---------- Data records

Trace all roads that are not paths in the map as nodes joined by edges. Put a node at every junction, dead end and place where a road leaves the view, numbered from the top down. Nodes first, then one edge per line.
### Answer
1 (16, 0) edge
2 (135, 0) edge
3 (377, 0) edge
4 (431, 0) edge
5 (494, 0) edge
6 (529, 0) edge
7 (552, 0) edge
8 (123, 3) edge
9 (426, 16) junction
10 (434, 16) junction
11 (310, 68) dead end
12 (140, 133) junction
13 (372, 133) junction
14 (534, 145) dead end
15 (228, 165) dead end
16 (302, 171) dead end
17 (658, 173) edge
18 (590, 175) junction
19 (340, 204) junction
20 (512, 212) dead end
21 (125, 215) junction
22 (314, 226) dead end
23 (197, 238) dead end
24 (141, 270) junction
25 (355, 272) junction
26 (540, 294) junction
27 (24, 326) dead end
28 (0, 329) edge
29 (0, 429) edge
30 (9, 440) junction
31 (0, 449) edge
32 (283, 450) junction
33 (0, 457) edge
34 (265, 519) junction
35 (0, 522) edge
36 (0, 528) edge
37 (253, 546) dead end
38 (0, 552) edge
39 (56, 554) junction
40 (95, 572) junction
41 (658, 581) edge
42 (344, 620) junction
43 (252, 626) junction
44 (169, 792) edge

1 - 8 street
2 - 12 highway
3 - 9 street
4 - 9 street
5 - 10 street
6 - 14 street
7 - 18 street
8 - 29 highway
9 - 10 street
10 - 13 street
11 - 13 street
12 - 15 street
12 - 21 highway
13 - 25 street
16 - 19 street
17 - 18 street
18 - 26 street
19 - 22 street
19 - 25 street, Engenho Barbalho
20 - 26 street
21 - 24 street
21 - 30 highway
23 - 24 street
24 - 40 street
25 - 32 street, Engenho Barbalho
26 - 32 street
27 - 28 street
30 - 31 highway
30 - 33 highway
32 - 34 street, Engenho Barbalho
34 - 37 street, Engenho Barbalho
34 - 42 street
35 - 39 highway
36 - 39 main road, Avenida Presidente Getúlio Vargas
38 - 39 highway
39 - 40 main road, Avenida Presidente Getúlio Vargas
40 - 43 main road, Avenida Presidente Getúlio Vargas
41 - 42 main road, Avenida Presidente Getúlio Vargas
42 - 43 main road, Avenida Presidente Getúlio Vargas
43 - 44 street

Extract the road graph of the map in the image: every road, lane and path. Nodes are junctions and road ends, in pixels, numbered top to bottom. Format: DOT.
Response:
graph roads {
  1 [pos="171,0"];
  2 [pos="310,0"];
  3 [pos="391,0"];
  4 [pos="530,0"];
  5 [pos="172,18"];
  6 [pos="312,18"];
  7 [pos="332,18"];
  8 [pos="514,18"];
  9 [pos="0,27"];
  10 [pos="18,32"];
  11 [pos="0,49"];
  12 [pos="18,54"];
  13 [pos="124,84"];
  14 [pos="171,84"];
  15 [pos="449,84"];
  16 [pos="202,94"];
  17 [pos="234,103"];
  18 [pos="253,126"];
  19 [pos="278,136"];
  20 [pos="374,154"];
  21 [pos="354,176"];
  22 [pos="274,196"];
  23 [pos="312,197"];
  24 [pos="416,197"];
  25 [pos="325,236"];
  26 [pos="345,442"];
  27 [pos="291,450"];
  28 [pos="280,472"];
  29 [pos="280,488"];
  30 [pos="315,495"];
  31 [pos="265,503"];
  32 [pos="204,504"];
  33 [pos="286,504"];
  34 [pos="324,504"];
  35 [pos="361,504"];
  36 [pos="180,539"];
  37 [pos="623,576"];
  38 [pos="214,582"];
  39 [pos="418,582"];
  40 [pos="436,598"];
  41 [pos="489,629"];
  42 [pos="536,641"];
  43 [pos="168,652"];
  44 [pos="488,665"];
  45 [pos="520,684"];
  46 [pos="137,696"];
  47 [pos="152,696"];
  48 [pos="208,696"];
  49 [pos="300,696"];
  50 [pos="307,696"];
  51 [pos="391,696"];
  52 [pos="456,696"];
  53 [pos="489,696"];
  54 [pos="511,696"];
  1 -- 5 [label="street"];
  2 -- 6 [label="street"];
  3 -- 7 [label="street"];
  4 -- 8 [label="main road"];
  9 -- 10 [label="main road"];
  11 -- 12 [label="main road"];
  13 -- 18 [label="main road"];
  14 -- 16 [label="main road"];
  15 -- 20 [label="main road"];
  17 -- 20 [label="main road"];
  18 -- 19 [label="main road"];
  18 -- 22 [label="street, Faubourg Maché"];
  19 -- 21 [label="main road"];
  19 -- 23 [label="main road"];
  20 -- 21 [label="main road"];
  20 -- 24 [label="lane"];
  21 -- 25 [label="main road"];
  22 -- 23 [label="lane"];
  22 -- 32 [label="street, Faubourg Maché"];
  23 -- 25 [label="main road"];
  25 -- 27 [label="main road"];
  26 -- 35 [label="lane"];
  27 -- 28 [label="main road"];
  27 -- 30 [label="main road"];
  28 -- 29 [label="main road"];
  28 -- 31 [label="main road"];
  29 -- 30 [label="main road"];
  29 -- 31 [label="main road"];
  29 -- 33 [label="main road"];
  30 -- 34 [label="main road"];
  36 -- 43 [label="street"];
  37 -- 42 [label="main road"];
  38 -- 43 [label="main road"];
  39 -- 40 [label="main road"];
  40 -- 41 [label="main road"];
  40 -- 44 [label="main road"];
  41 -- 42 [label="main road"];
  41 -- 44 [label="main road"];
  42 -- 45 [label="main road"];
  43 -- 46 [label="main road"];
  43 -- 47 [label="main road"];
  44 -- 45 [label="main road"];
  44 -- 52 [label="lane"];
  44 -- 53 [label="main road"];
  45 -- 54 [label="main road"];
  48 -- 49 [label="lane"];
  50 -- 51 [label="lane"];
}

--------------------

Assignment
Every line of the data is to be printed again exactly.

Result for this task
Trace all roads that are not paths in the map as nodes joined by edges. Put a node at every junction, dead end and place where a road leaves the view, numbered from the top down. Nodes first, then one edge per line.
### Answer
1 (16, 0) edge
2 (135, 0) edge
3 (377, 0) edge
4 (431, 0) edge
5 (494, 0) edge
6 (529, 0) edge
7 (552, 0) edge
8 (123, 3) edge
9 (426, 16) junction
10 (434, 16) junction
11 (310, 68) dead end
12 (140, 133) junction
13 (372, 133) junction
14 (534, 145) dead end
15 (228, 165) dead end
16 (302, 171) dead end
17 (658, 173) edge
18 (590, 175) junction
19 (340, 204) junction
20 (512, 212) dead end
21 (125, 215) junction
22 (314, 226) dead end
23 (197, 238) dead end
24 (141, 270) junction
25 (355, 272) junction
26 (540, 294) junction
27 (24, 326) dead end
28 (0, 329) edge
29 (0, 429) edge
30 (9, 440) junction
31 (0, 449) edge
32 (283, 450) junction
33 (0, 457) edge
34 (265, 519) junction
35 (0, 522) edge
36 (0, 528) edge
37 (253, 546) dead end
38 (0, 552) edge
39 (56, 554) junction
40 (95, 572) junction
41 (658, 581) edge
42 (344, 620) junction
43 (252, 626) junction
44 (169, 792) edge

1 - 8 street
2 - 12 highway
3 - 9 street
4 - 9 street
5 - 10 street
6 - 14 street
7 - 18 street
8 - 29 highway
9 - 10 street
10 - 13 street
11 - 13 street
12 - 15 street
12 - 21 highway
13 - 25 street
16 - 19 street
17 - 18 street
18 - 26 street
19 - 22 street
19 - 25 street, Engenho Barbalho
20 - 26 street
21 - 24 street
21 - 30 highway
23 - 24 street
24 - 40 street
25 - 32 street, Engenho Barbalho
26 - 32 street
27 - 28 street
30 - 31 highway
30 - 33 highway
32 - 34 street, Engenho Barbalho
34 - 37 street, Engenho Barbalho
34 - 42 street
35 - 39 highway
36 - 39 main road, Avenida Presidente Getúlio Vargas
38 - 39 highway
39 - 40 main road, Avenida Presidente Getúlio Vargas
40 - 43 main road, Avenida Presidente Getúlio Vargas
41 - 42 main road, Avenida Presidente Getúlio Vargas
42 - 43 main road, Avenida Presidente Getúlio Vargas
43 - 44 street

Extract the road graph of the map in the image: every road, lane and path. Nodes are junctions and road ends, in pixels, numbered top to bottom. Format: DOT.
Response:
graph roads {
  1 [pos="171,0"];
  2 [pos="310,0"];
  3 [pos="391,0"];
  4 [pos="530,0"];
  5 [pos="172,18"];
  6 [pos="312,18"];
  7 [pos="332,18"];
  8 [pos="514,18"];
  9 [pos="0,27"];
  10 [pos="18,32"];
  11 [pos="0,49"];
  12 [pos="18,54"];
  13 [pos="124,84"];
  14 [pos="171,84"];
  15 [pos="449,84"];
  16 [pos="202,94"];
  17 [pos="234,103"];
  18 [pos="253,126"];
  19 [pos="278,136"];
  20 [pos="374,154"];
  21 [pos="354,176"];
  22 [pos="274,196"];
  23 [pos="312,197"];
  24 [pos="416,197"];
  25 [pos="325,236"];
  26 [pos="345,442"];
  27 [pos="291,450"];
  28 [pos="280,472"];
  29 [pos="280,488"];
  30 [pos="315,495"];
  31 [pos="265,503"];
  32 [pos="204,504"];
  33 [pos="286,504"];
  34 [pos="324,504"];
  35 [pos="361,504"];
  36 [pos="180,539"];
  37 [pos="623,576"];
  38 [pos="214,582"];
  39 [pos="418,582"];
  40 [pos="436,598"];
  41 [pos="489,629"];
  42 [pos="536,641"];
  43 [pos="168,652"];
  44 [pos="488,665"];
  45 [pos="520,684"];
  46 [pos="137,696"];
  47 [pos="152,696"];
  48 [pos="208,696"];
  49 [pos="300,696"];
  50 [pos="307,696"];
  51 [pos="391,696"];
  52 [pos="456,696"];
  53 [pos="489,696"];
  54 [pos="511,696"];
  1 -- 5 [label="street"];
  2 -- 6 [label="street"];
  3 -- 7 [label="street"];
  4 -- 8 [label="main road"];
  9 -- 10 [label="main road"];
  11 -- 12 [label="main road"];
  13 -- 18 [label="main road"];
  14 -- 16 [label="main road"];
  15 -- 20 [label="main road"];
  17 -- 20 [label="main road"];
  18 -- 19 [label="main road"];
  18 -- 22 [label="street, Faubourg Maché"];
  19 -- 21 [label="main road"];
  19 -- 23 [label="main road"];
  20 -- 21 [label="main road"];
  20 -- 24 [label="lane"];
  21 -- 25 [label="main road"];
  22 -- 23 [label="lane"];
  22 -- 32 [label="street, Faubourg Maché"];
  23 -- 25 [label="main road"];
  25 -- 27 [label="main road"];
  26 -- 35 [label="lane"];
  27 -- 28 [label="main road"];
  27 -- 30 [label="main road"];
  28 -- 29 [label="main road"];
  28 -- 31 [label="main road"];
  29 -- 30 [label="main road"];
  29 -- 31 [label="main road"];
  29 -- 33 [label="main road"];
  30 -- 34 [label="main road"];
  36 -- 43 [label="street"];
  37 -- 42 [label="main road"];
  38 -- 43 [label="main road"];
  39 -- 40 [label="main road"];
  40 -- 41 [label="main road"];
  40 -- 44 [label="main road"];
  41 -- 42 [label="main road"];
  41 -- 44 [label="main road"];
  42 -- 45 [label="main road"];
  43 -- 46 [label="main road"];
  43 -- 47 [label="main road"];
  44 -- 45 [label="main road"];
  44 -- 52 [label="lane"];
  44 -- 53 [label="main road"];
  45 -- 54 [label="main road"];
  48 -- 49 [label="lane"];
  50 -- 51 [label="lane"];
}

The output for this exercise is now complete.